Physical & Occupational Therapy UR
 

How to request utilization review (UR)

The information on this site is effective July 1, 2007.

  1. Request a review from Qualis Health (QH):
    1. For outpatient physical/occupational therapy beyond 24 visits, the therapy provider may:
      • Use iEXCHANGE - QH's secure internet application or
      • Send Qualis a Review Request Form and Physical/Occupational Therapy Questionnaire (forms are on the Qualis web site) or
      • Call 1-800-541-2894 or 206-366-3360
    2. For work conditioning, the therapy provider may:
      • Send Qualis:
        • A Review Request Form and
        • An attending physician request for work conditioning or
          A signature agreeing with the therapist's recommendation and
        • An Evaluation or Progress Report, which has either:
          • Performance based physical capacities evaluation or
          • Clinic progress reports (latest and 1 prior report) or
          • Work conditioning evaluation.
    Note: Because QH does not have access to L&I claim records, you need to send documentation to QH when you request the UR. A separate records release is not required.

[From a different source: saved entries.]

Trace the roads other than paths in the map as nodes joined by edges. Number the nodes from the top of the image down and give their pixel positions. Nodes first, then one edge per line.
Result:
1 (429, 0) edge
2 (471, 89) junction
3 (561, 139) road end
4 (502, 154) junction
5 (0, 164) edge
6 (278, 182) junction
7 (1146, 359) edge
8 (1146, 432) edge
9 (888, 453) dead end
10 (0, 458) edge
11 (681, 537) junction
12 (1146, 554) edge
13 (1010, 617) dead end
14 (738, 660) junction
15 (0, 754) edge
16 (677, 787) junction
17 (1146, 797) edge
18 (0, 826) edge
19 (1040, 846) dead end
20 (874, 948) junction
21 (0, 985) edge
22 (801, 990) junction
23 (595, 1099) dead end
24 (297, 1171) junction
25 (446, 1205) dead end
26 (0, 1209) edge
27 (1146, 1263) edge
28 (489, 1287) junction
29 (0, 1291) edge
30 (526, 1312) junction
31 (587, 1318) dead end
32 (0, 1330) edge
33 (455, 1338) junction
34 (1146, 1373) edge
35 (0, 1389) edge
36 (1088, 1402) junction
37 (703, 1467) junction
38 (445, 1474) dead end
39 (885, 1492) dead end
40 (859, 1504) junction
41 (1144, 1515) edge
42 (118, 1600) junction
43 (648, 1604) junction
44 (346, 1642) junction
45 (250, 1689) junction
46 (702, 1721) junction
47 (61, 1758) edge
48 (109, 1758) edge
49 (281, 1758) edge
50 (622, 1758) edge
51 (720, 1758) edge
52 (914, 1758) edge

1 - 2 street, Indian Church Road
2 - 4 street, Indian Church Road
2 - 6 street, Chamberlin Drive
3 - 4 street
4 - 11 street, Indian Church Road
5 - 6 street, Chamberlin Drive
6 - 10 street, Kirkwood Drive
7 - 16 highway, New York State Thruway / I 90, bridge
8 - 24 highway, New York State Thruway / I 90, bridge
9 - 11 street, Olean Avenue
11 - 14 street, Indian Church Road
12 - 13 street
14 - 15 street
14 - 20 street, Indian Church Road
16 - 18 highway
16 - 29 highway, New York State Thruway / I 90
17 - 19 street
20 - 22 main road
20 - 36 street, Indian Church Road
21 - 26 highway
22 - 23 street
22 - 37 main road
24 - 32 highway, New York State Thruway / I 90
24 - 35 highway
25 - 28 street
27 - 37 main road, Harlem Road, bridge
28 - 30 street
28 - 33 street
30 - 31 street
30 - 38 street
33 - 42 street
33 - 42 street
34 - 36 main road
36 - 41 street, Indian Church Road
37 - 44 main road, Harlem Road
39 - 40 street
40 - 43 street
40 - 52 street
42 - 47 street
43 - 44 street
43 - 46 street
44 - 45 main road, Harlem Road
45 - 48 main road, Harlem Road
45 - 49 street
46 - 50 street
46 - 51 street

  2. Qualis Health reviews the request.
    1. A QH therapist compares clinical information to InterQual®. If InterQual®:
      • Is met, the QH therapist makes a recommendation for approval.
      • Is not met, the request is referred to a physician reviewer. QH will verbally notify your therapy clinic of a potential denial.
    2. The QH physician reviews the clinical information.
      • If the QH physician is able to support the request, the QH physician will recommend approval.
      • If the QH physician is not able to support the request:
        • The QH physician will contact the prescribing physician.
        • The prescribing physician has 1 week to get back to the QH physician.
        • The QH physician makes a recommendation to approve or deny services.
    3. If the prescribing physician disagrees with the recommendation, they:
      • May request a re-review, which is conducted by a specialty matched physician reviewer.
  3. QH sends a report with a recommendation to L&I.
  4. QH notifies the therapy provider of the recommendation and provides a 10 digit reference number.
  5. The L&I claim manager reviews the recommendation and makes a decision to authorize or deny services.
    • The claim manager communicates the decision to the provider by phone or letter.
    • If authorized, the 10 digit reference number becomes the prior authorization number.